Quello che è successo il 6 gennaio con l’assalto al Campidoglio degli Stati Uniti potrebbe accadere con Benjamin Netanyahu che domenica ha fatto un discorso incandescente contro Naftali Bennett.

Finirà come è successo negli Usa con l’assalto alla Knesset, a casa di Bennett o con un attacco fisico contro un membro della Knesset? Non si sa.

Torniamo ai fatti.
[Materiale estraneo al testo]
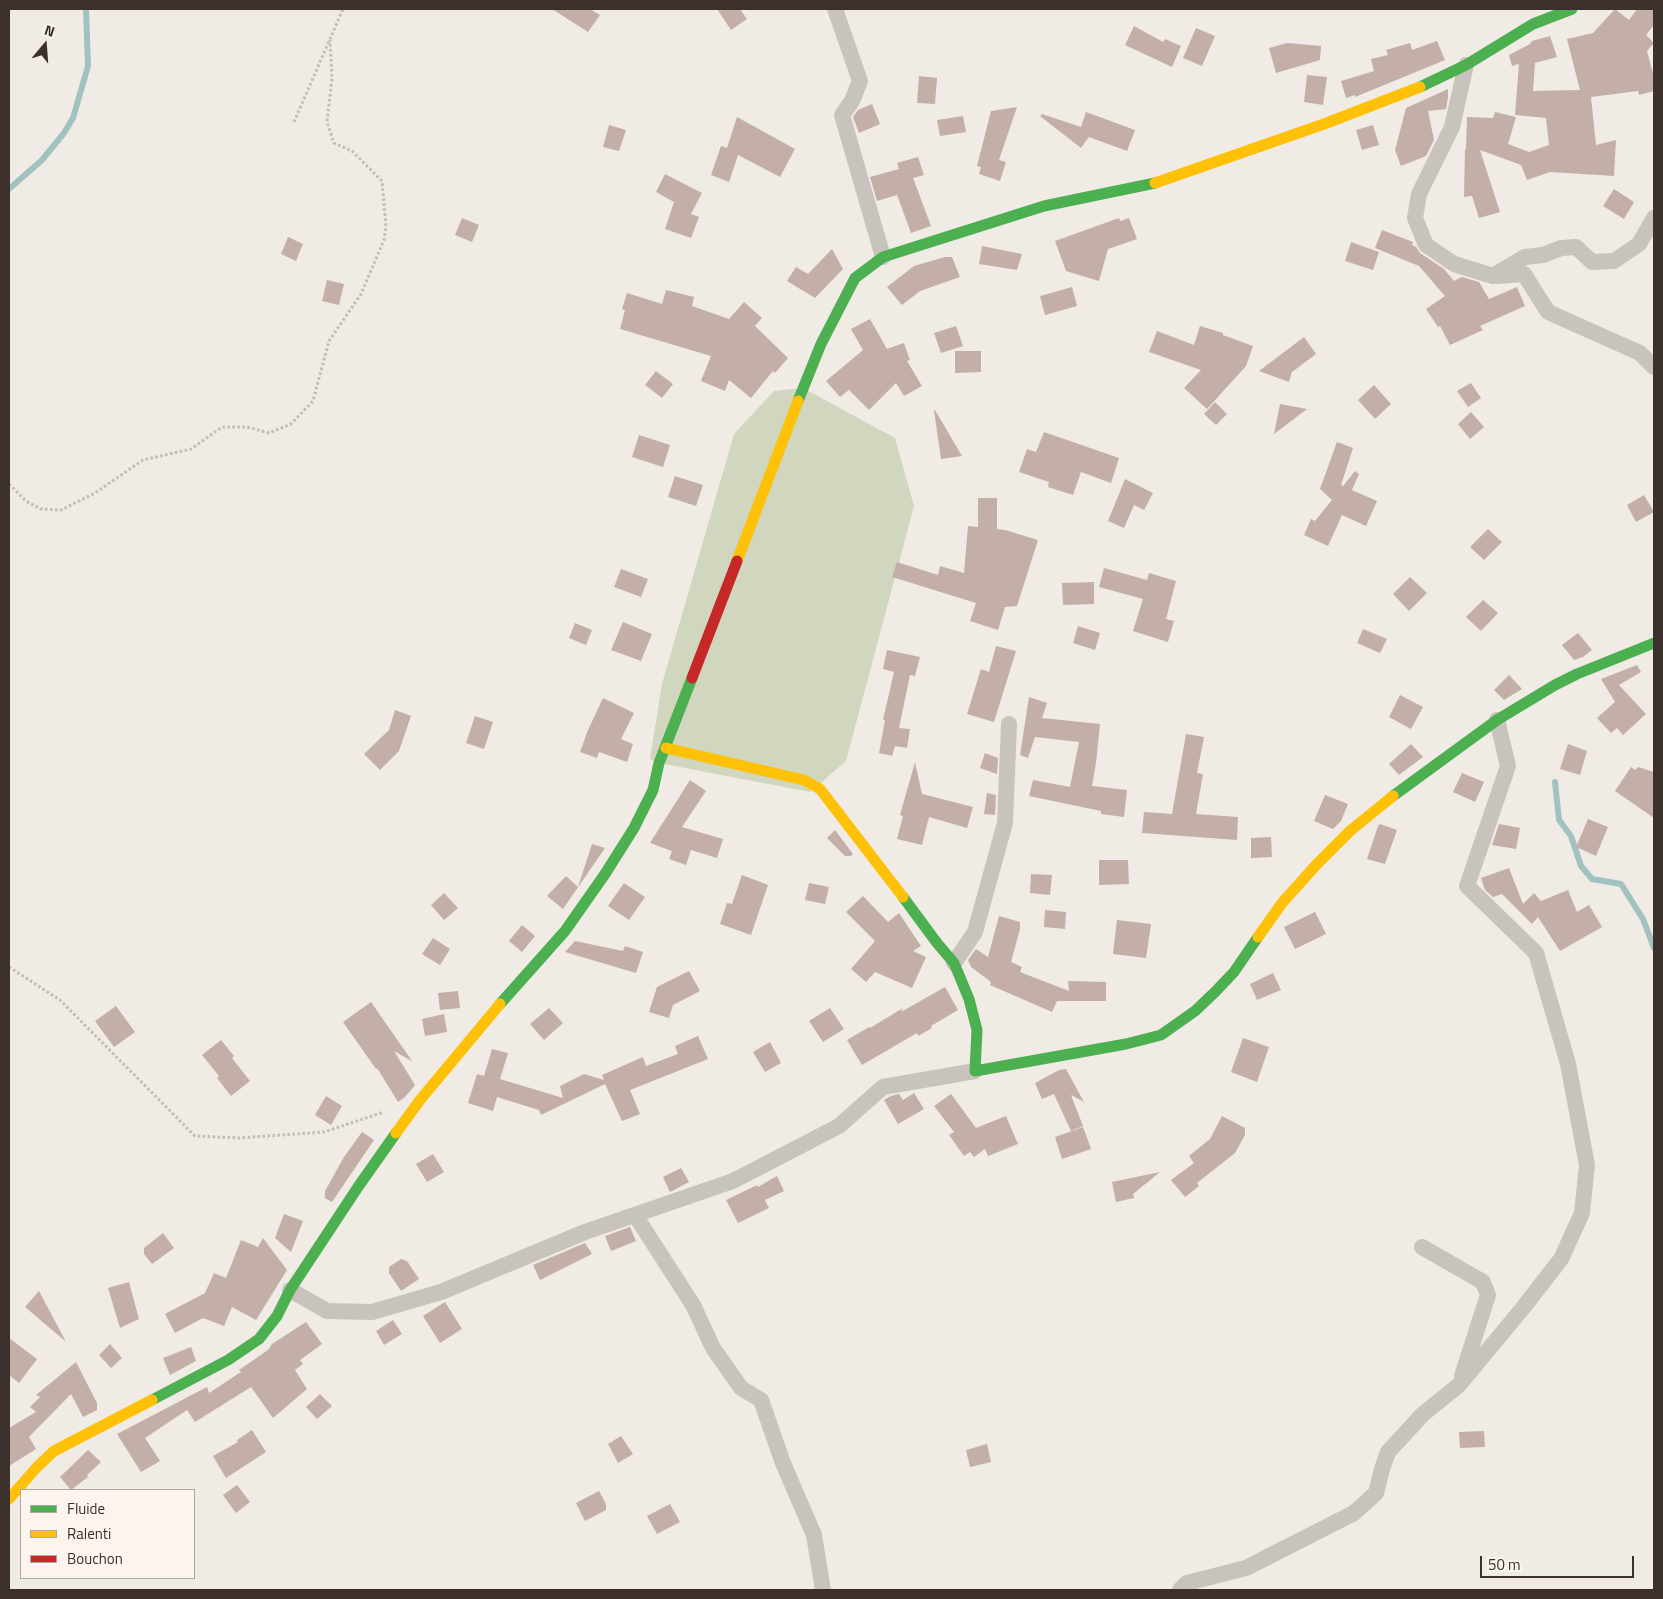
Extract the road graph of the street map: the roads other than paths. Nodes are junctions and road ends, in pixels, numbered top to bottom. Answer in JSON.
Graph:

Il primo ministro Benjamin Netanyahu ha detto domenica che una nuova coalizione israeliana è pronta a detronizzarlo ed è il risultato della “più grande frode elettorale” nella storia della democrazia di Israele.

Di per sé questo discorso potrebbe non sembrare incendiario, ma arriva perché quasi tutti i membri del partito Yamina sono sotto sorveglianza 24 ore su 24, 7 giorni su 7 a causa dell’ondata di minacce contro di loro e le loro famiglie. Bennett è protetto dallo Shin Bet (Agenzia di sicurezza israeliana), Ayelet Shaked dalla Knesset Guard e da domenica anche i parlamentari Idit Silman e Nir Orbach sono affiancati da guardie armate.

I commenti di Netanyahu sono arrivati meno di un giorno dopo che il capo dello Shin Bet ha emesso un avvertimento pubblico, lanciando l’allarme che il livello di incitamento in Israele oggi potrebbe finire in uno spargimento di sangue. Questo ha impedito a Netanyahu di delegittimare il nuovo governo, o di invitare i suoi seguaci ad attaccare (in modo legale, ha sottolineato) i media e i membri della Knesset?

Purtroppo no.

Rucordiamo che Bennett si era impegnato a non collaborare con partiti di sinistra, centristi e arabi, ma mercoledì ha annunciato con il leader dell’opposizione Yair Lapid di aver formato una coalizione di governo con fazioni di tutto lo spettro politico.

In base a un accordo di rotazione, Bennett sarà nominato come primo ministro e successivamente verrà nominato Lapid.

Nessuna data è stata fissata per un voto in parlamento per l’approvazione del nuovo governo, che segue le elezioni senza vincitori del 23 marzo, ma è ampiamente previsto che presterà giuramento il 14 giugno.

Netanyahu, il leader più longevo di Israele, è in carica dal 2009 e il suo mandato è stato offuscato da un processo per corruzione in corso, in cui ha negato qualsiasi illecito.

Il futuro nuovo governo pone fine alle fatiche politiche dopo le elezioni, le quattro in Israele in due anni. Le persone arrabbiate con l’alleanza hanno organizzato proteste fuori dalle case dei politici dell’opposizione, la cui sicurezza è stata rafforzata dopo le minacce sui social media.

“Questo governo sta mettendo in pericolo Israele con un tale pericolo che non vedevamo da molti anni”, ha detto Netanyahu.

“Noi, i miei amici ed io nel Likud, ci opporremo con veemenza all’istituzione di questo pericoloso governo di frode e resa. E se, Dio non voglia, è stabilito, lo abbatteremo molto rapidamente”.

Netanyahu ha affermato che la nuova coalizione politicamente variegata non sarebbe in grado di contrastare gli Stati Uniti se Washington tornasse a un accordo nucleare con l’Iran né tantomeno di respingere con forza le azioni degli uomini  di Hamas di Gaza, che il mese scorso hanno impegnato Israele in 11 giorni di combattimenti transfrontalieri.